_Stored items_
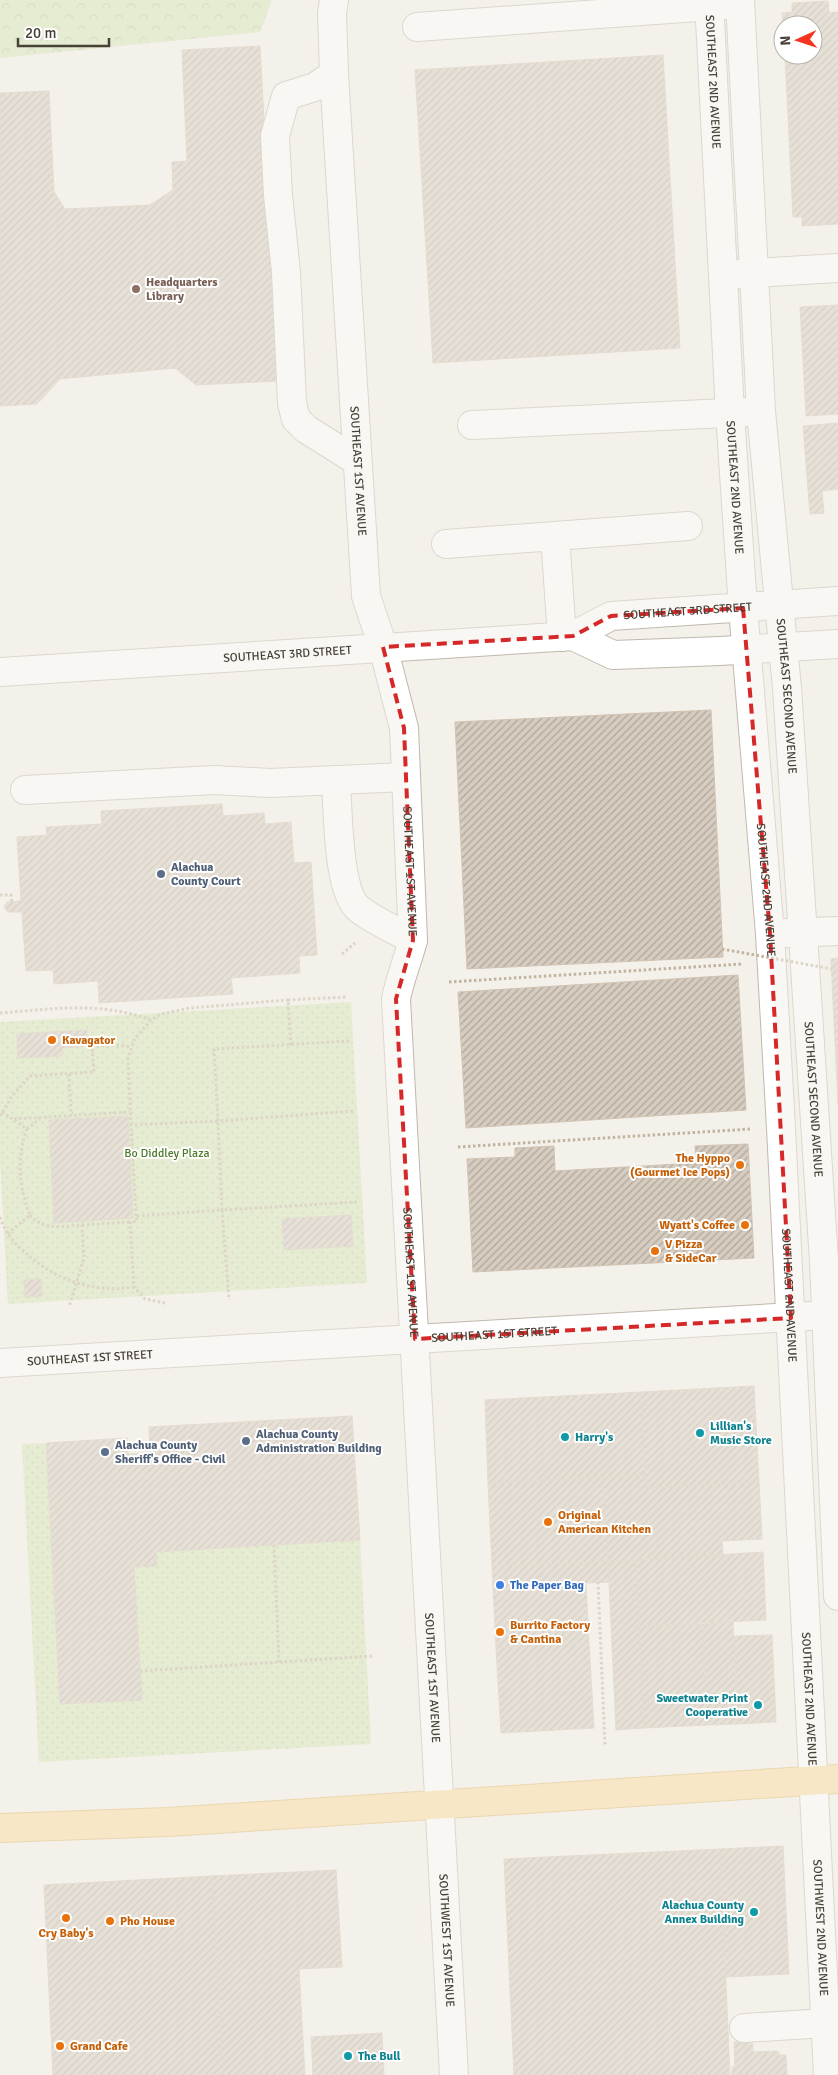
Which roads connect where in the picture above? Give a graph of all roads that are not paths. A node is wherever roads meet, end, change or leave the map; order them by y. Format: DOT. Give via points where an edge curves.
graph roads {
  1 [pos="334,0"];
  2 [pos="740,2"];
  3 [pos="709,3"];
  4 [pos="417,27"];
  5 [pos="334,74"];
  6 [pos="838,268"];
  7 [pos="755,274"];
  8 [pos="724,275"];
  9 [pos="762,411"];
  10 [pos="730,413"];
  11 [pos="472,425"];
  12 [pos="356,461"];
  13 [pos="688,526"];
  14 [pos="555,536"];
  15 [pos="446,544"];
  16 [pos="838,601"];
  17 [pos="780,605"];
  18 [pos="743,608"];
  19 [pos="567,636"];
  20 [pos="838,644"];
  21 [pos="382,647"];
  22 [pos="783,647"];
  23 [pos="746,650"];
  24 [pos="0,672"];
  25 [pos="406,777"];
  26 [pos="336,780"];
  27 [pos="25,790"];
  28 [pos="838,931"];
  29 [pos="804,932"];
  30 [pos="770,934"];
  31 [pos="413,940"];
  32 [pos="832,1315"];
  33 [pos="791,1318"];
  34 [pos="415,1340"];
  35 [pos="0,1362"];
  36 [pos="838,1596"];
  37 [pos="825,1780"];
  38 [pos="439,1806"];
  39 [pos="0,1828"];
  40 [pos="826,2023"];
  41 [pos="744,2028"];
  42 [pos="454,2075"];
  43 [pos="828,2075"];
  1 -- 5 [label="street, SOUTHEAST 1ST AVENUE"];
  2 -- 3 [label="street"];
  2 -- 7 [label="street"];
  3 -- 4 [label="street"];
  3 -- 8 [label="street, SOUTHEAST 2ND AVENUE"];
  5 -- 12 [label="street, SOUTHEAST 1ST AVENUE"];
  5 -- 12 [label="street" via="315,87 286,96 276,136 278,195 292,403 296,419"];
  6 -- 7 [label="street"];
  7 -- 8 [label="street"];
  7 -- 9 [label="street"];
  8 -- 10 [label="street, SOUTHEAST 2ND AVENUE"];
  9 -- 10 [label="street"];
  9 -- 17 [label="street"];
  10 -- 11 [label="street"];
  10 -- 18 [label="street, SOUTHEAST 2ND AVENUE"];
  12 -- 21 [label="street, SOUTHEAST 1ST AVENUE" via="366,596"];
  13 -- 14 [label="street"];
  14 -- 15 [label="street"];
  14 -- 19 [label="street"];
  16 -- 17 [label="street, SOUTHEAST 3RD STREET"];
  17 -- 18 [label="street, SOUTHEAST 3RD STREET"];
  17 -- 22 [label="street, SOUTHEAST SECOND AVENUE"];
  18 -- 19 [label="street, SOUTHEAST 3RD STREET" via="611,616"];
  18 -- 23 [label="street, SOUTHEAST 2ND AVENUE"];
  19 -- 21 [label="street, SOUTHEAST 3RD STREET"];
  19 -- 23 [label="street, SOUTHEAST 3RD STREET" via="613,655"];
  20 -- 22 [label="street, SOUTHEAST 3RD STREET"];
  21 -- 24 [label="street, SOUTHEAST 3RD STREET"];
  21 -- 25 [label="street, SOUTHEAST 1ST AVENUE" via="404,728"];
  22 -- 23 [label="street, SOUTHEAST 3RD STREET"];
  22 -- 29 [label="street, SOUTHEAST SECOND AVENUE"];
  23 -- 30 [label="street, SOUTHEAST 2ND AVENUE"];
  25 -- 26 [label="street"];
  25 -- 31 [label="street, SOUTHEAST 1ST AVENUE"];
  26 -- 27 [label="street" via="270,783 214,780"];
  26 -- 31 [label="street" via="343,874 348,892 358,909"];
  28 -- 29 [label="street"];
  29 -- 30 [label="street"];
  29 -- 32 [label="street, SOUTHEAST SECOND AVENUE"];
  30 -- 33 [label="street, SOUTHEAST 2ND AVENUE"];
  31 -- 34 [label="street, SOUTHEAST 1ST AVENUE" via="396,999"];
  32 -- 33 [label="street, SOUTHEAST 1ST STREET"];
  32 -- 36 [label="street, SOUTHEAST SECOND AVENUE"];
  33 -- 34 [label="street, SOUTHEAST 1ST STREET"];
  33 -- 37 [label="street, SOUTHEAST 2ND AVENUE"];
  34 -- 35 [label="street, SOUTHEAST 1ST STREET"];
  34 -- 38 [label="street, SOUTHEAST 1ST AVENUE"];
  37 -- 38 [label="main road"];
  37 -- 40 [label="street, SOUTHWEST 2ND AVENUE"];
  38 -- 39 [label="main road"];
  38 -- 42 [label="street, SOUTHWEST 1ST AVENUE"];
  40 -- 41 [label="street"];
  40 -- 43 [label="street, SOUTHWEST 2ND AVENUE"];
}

_WHAT YOU SHOULD DO_
Repeat every entry above word for word, and include no pictures.

_EXPECTED ANSWER_
Which roads connect where in the picture above? Give a graph of all roads that are not paths. A node is wherever roads meet, end, change or leave the map; order them by y. Format: DOT. Give via points where an edge curves.
graph roads {
  1 [pos="334,0"];
  2 [pos="740,2"];
  3 [pos="709,3"];
  4 [pos="417,27"];
  5 [pos="334,74"];
  6 [pos="838,268"];
  7 [pos="755,274"];
  8 [pos="724,275"];
  9 [pos="762,411"];
  10 [pos="730,413"];
  11 [pos="472,425"];
  12 [pos="356,461"];
  13 [pos="688,526"];
  14 [pos="555,536"];
  15 [pos="446,544"];
  16 [pos="838,601"];
  17 [pos="780,605"];
  18 [pos="743,608"];
  19 [pos="567,636"];
  20 [pos="838,644"];
  21 [pos="382,647"];
  22 [pos="783,647"];
  23 [pos="746,650"];
  24 [pos="0,672"];
  25 [pos="406,777"];
  26 [pos="336,780"];
  27 [pos="25,790"];
  28 [pos="838,931"];
  29 [pos="804,932"];
  30 [pos="770,934"];
  31 [pos="413,940"];
  32 [pos="832,1315"];
  33 [pos="791,1318"];
  34 [pos="415,1340"];
  35 [pos="0,1362"];
  36 [pos="838,1596"];
  37 [pos="825,1780"];
  38 [pos="439,1806"];
  39 [pos="0,1828"];
  40 [pos="826,2023"];
  41 [pos="744,2028"];
  42 [pos="454,2075"];
  43 [pos="828,2075"];
  1 -- 5 [label="street, SOUTHEAST 1ST AVENUE"];
  2 -- 3 [label="street"];
  2 -- 7 [label="street"];
  3 -- 4 [label="street"];
  3 -- 8 [label="street, SOUTHEAST 2ND AVENUE"];
  5 -- 12 [label="street, SOUTHEAST 1ST AVENUE"];
  5 -- 12 [label="street" via="315,87 286,96 276,136 278,195 292,403 296,419"];
  6 -- 7 [label="street"];
  7 -- 8 [label="street"];
  7 -- 9 [label="street"];
  8 -- 10 [label="street, SOUTHEAST 2ND AVENUE"];
  9 -- 10 [label="street"];
  9 -- 17 [label="street"];
  10 -- 11 [label="street"];
  10 -- 18 [label="street, SOUTHEAST 2ND AVENUE"];
  12 -- 21 [label="street, SOUTHEAST 1ST AVENUE" via="366,596"];
  13 -- 14 [label="street"];
  14 -- 15 [label="street"];
  14 -- 19 [label="street"];
  16 -- 17 [label="street, SOUTHEAST 3RD STREET"];
  17 -- 18 [label="street, SOUTHEAST 3RD STREET"];
  17 -- 22 [label="street, SOUTHEAST SECOND AVENUE"];
  18 -- 19 [label="street, SOUTHEAST 3RD STREET" via="611,616"];
  18 -- 23 [label="street, SOUTHEAST 2ND AVENUE"];
  19 -- 21 [label="street, SOUTHEAST 3RD STREET"];
  19 -- 23 [label="street, SOUTHEAST 3RD STREET" via="613,655"];
  20 -- 22 [label="street, SOUTHEAST 3RD STREET"];
  21 -- 24 [label="street, SOUTHEAST 3RD STREET"];
  21 -- 25 [label="street, SOUTHEAST 1ST AVENUE" via="404,728"];
  22 -- 23 [label="street, SOUTHEAST 3RD STREET"];
  22 -- 29 [label="street, SOUTHEAST SECOND AVENUE"];
  23 -- 30 [label="street, SOUTHEAST 2ND AVENUE"];
  25 -- 26 [label="street"];
  25 -- 31 [label="street, SOUTHEAST 1ST AVENUE"];
  26 -- 27 [label="street" via="270,783 214,780"];
  26 -- 31 [label="street" via="343,874 348,892 358,909"];
  28 -- 29 [label="street"];
  29 -- 30 [label="street"];
  29 -- 32 [label="street, SOUTHEAST SECOND AVENUE"];
  30 -- 33 [label="street, SOUTHEAST 2ND AVENUE"];
  31 -- 34 [label="street, SOUTHEAST 1ST AVENUE" via="396,999"];
  32 -- 33 [label="street, SOUTHEAST 1ST STREET"];
  32 -- 36 [label="street, SOUTHEAST SECOND AVENUE"];
  33 -- 34 [label="street, SOUTHEAST 1ST STREET"];
  33 -- 37 [label="street, SOUTHEAST 2ND AVENUE"];
  34 -- 35 [label="street, SOUTHEAST 1ST STREET"];
  34 -- 38 [label="street, SOUTHEAST 1ST AVENUE"];
  37 -- 38 [label="main road"];
  37 -- 40 [label="street, SOUTHWEST 2ND AVENUE"];
  38 -- 39 [label="main road"];
  38 -- 42 [label="street, SOUTHWEST 1ST AVENUE"];
  40 -- 41 [label="street"];
  40 -- 43 [label="street, SOUTHWEST 2ND AVENUE"];
}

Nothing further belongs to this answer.